* [WHAT NEEDS TO BE DONE]
Using the listing below, return every line that includes "paths".

* [RECORDS FOR THIS TASK]
Content starts
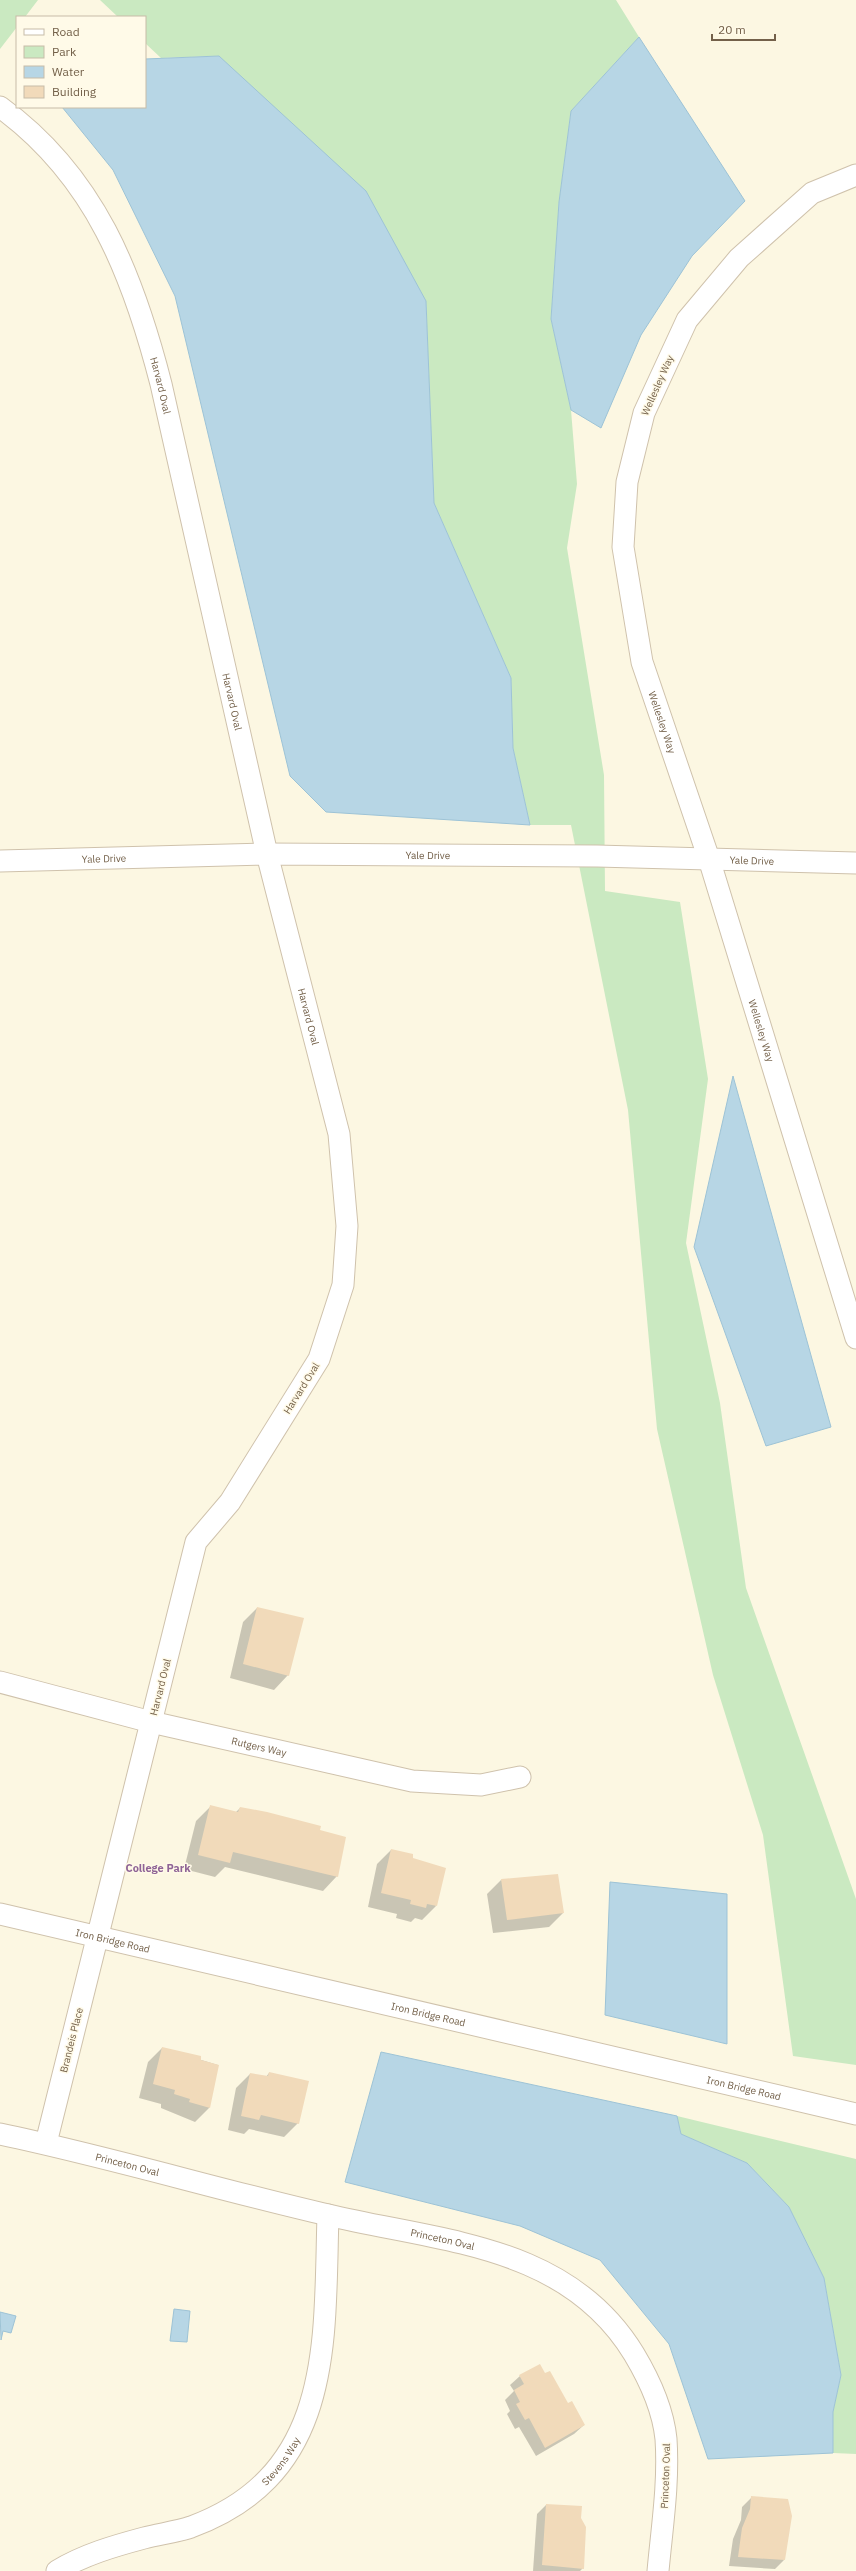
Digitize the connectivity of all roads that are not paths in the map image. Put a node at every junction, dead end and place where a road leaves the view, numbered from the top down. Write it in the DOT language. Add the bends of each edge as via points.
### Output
Content ends
Content starts
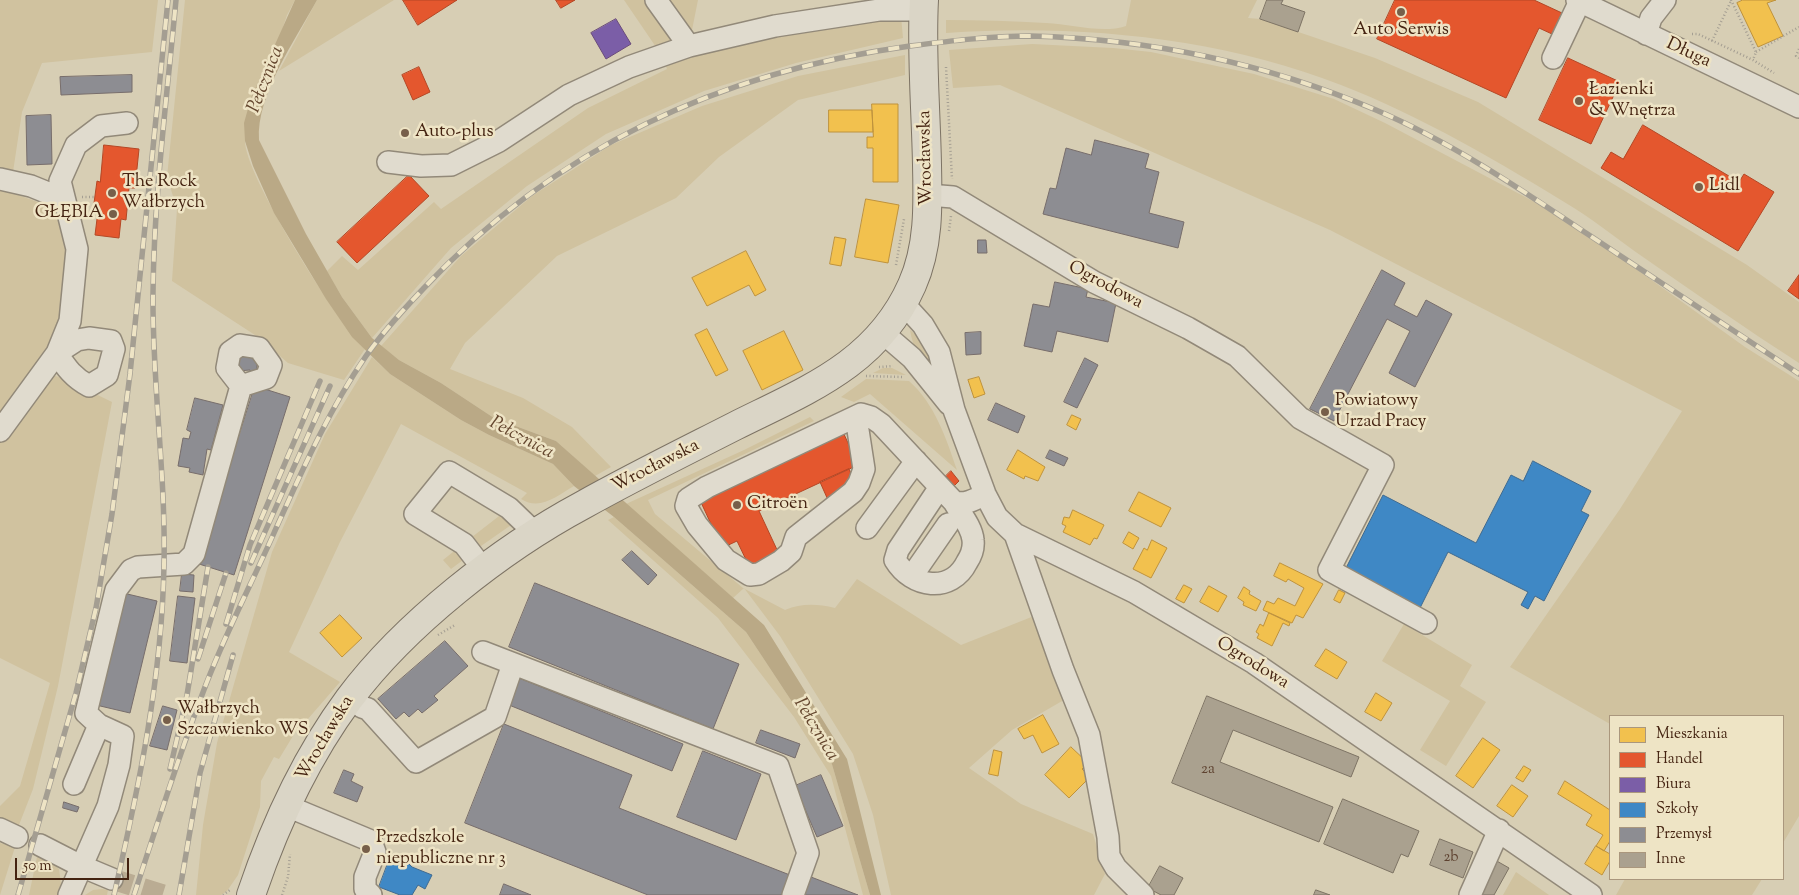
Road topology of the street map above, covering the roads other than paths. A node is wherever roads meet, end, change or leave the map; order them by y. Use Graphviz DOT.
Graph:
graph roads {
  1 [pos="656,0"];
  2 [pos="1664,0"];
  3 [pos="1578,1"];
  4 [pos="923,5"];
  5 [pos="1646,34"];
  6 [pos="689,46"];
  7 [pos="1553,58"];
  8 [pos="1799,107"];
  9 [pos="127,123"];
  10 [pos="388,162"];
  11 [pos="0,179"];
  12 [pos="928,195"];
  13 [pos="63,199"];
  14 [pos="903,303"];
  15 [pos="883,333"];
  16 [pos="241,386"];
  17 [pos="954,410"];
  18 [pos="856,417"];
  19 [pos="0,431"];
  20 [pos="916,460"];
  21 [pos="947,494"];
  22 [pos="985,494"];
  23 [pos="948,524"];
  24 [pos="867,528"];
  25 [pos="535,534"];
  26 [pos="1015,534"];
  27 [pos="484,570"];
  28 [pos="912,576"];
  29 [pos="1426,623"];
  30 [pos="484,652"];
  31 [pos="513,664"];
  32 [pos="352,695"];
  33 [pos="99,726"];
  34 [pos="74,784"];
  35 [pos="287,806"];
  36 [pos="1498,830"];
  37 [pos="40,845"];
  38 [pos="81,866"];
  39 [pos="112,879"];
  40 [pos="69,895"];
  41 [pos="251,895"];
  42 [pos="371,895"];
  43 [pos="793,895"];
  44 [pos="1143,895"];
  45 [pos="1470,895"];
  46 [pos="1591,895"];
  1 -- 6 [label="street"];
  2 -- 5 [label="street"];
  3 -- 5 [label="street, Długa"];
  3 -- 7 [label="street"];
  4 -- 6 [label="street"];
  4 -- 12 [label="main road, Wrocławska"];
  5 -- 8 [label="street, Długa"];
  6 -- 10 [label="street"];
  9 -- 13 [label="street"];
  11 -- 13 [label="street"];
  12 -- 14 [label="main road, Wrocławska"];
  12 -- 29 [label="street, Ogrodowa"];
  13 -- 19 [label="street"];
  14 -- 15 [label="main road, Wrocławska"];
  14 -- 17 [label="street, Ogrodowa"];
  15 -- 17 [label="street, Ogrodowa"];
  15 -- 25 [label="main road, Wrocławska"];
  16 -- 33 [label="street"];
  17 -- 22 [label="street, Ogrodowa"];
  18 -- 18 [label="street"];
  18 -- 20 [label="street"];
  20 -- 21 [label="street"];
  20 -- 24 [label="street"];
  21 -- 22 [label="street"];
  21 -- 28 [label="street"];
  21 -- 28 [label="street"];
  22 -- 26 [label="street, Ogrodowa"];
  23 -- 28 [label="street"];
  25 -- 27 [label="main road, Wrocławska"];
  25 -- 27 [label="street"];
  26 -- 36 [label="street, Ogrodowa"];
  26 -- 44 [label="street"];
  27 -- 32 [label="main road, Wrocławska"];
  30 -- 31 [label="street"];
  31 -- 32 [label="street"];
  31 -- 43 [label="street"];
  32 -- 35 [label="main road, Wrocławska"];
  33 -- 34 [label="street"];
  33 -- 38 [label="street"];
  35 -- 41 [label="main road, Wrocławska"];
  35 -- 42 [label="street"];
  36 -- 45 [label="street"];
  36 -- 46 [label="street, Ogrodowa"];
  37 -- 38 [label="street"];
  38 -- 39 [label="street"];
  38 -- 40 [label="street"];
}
Content ends
* [RESULT FOR THIS TASK]
Digitize the connectivity of all roads that are not paths in the map image. Put a node at every junction, dead end and place where a road leaves the view, numbered from the top down. Write it in the DOT language. Add the bends of each edge as via points.
Road topology of the street map above, covering the roads other than paths. A node is wherever roads meet, end, change or leave the map; order them by y. Use Graphviz DOT.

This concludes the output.